[Review] Haunt is the Best of the Extreme Haunt Movies...but...
Over the last few years, we’ve seen a number of extreme haunt horror movies. And, honestly, none of them have been very good. The Houses October Built, Hell Fest, Blood Fest, Extremity...they’ve been relatively numerous. I keep hoping that one will break the mold and be interesting. Haunt is probably the most successful of them...but that’s honestly not saying too much.
It begins with an abused and recently black-eyed Harper (Katie Stevens), whose abusive boyfriend continues to text/harass her. Her best friend Bailey (Lauryn Alisa McClain) wants her to dump him and she obviously should. So Bailey drags her out to a party with fellow sorority sisters Angela (Shazi Raja) and Mallory (Schuyler Helford). It’s the kind of party where they serve Vodka with an actual spider in it. There, Harper has a meet cute with baseball-hat-turned-backwards cutie Nathan (Will Brittain) and his obnoxious friend Evan (Andrew Caldwell). They have a flyer for an extreme haunt somewhere outside of town and obviously manage to convince Harper’s posse to join them.
The haunt looks sketch from the get-go. It’s staffed with a single, mute clown standing in front of its rundown industrial building. But Tetanus is the least of their worries, once they’ve signed their lives away and surrendered their cell phones. Never touch the actors. Stay on the path. Do whatever’s asked of you...rules you’d expect at a normal haunted house. But this is one where the cast doesn’t have to abide by the same rules.
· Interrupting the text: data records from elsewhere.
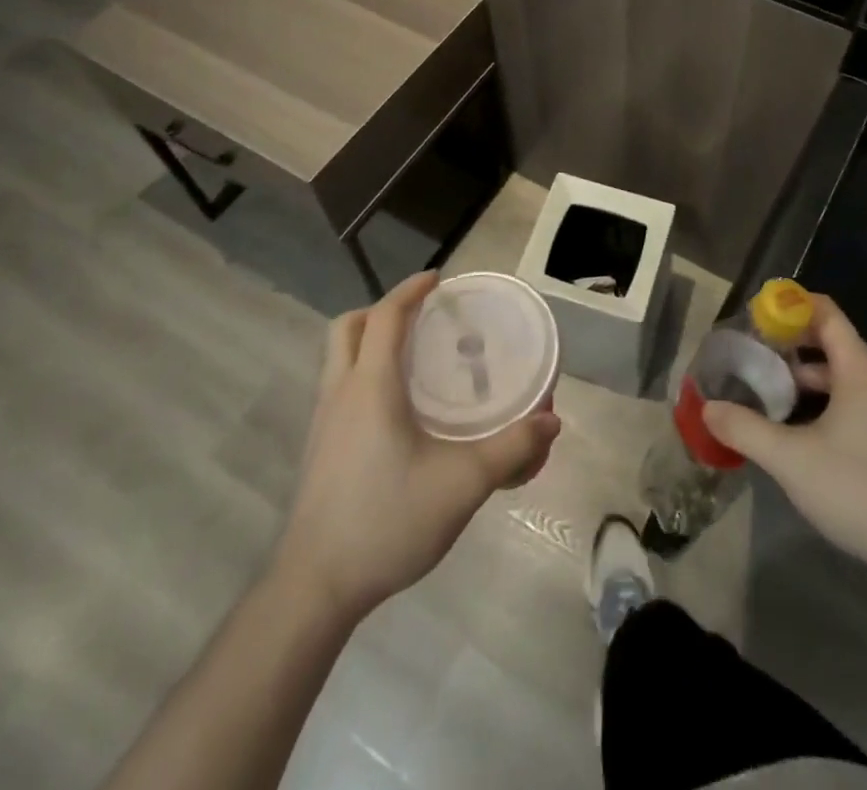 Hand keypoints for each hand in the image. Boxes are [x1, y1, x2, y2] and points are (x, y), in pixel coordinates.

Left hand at [272, 272, 560, 620]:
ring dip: (369, 341)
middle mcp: (340, 393)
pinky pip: (338, 387)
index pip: (386, 317)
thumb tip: (551, 422)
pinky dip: (363, 373)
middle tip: (421, 317)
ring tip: (412, 357)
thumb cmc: (386, 521)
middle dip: (382, 310)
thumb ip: (511, 450)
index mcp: (370, 387)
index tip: (439, 279)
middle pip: (348, 327)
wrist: (315, 589)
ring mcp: (322, 423)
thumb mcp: (462, 485)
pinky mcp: (318, 450)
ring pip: (337, 357)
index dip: (410, 290)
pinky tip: (396, 409)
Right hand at [702, 293, 866, 587]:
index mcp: (860, 369)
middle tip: (751, 356)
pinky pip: (855, 400)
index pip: (825, 312)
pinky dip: (824, 401)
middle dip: (790, 344)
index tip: (755, 316)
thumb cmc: (862, 490)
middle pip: (832, 341)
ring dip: (805, 378)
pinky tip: (801, 432)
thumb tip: (709, 408)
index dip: (789, 306)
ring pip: (842, 375)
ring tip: (768, 394)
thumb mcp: (792, 460)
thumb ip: (746, 430) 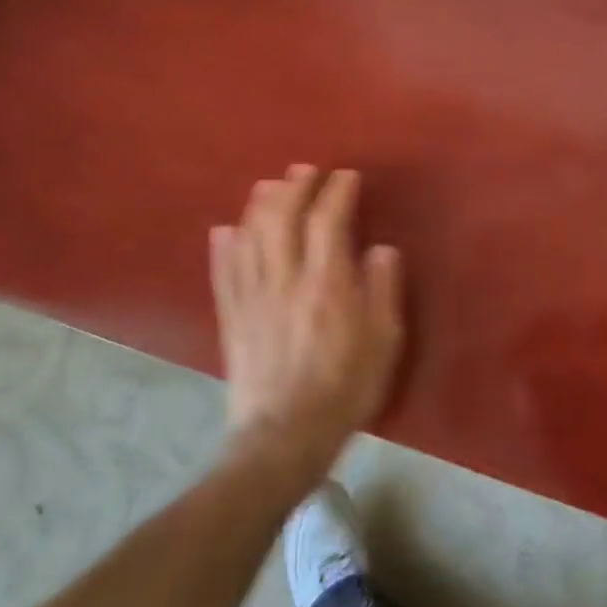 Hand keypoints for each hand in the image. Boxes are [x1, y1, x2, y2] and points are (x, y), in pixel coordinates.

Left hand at [209, 166, 403, 476]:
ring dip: (259, 205)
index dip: (337, 191)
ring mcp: (252, 296)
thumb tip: (380, 248)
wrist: (285, 436)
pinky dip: (222, 246)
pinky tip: (224, 230)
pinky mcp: (231, 317)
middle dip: (295, 186)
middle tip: (307, 170)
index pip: (328, 220)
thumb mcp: (384, 340)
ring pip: (250, 236)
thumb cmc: (345, 387)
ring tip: (269, 185)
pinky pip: (223, 272)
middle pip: (283, 217)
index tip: (347, 176)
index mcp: (326, 281)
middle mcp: (285, 278)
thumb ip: (383, 288)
The first room has a girl in a body bag, screaming for help as a man presses a hot poker to her face before vanishing in a puff of smoke. They laugh it off and continue on, but things start to get more serious. They have to split up, sending some down a room with spider webs and actual spiders. And then Bailey gets injured, Mallory vanishes down a tunnel and chainsaws start revving…
Haunt was written and directed by Scott Beck and Bryan Woods, the duo known for writing last year’s well-received A Quiet Place and produced by Eli Roth. It reminds me that A Quiet Place is known more for the impressive sense of tension than character development or plot because while Haunt is stylish and once-in-awhile gory (thanks, presumably, to Eli’s hand), it lacks much meat. It’s at its strongest when it presents a haunted house that may or may not be what it seems. I squirmed at most of the more traditional haunted house things like willingly putting yourself in a coffin or walking through a web-lined hallway or reaching into a dark hole.
But eventually, Haunt must tip its hand and it turns into a slasher, as expected. Unfortunately, it doesn’t feel very inspired once it goes full jump-a-thon. A couple terrific set pieces help buoy the intensity, like a room filled with ghostly mannequins you know someone is hiding in or crawling through a trap-lined hallway. But Harper is a pretty milquetoast hero and the rest of the cast are walking caricatures…which would be fine if the movie had more tension. The horror train starts to lose steam as it rounds into the third act and all of the surprises start to feel rote. It’s as if they didn’t know what to do with the characters once they have them in the pressure cooker. And I’m not sure that Harper’s tragic backstory and history of abuse does much to add to the story.
It’s still the best of the extreme haunt movies and it’s stylish and slickly produced to a perfect shine. Worth a Friday rental, at least.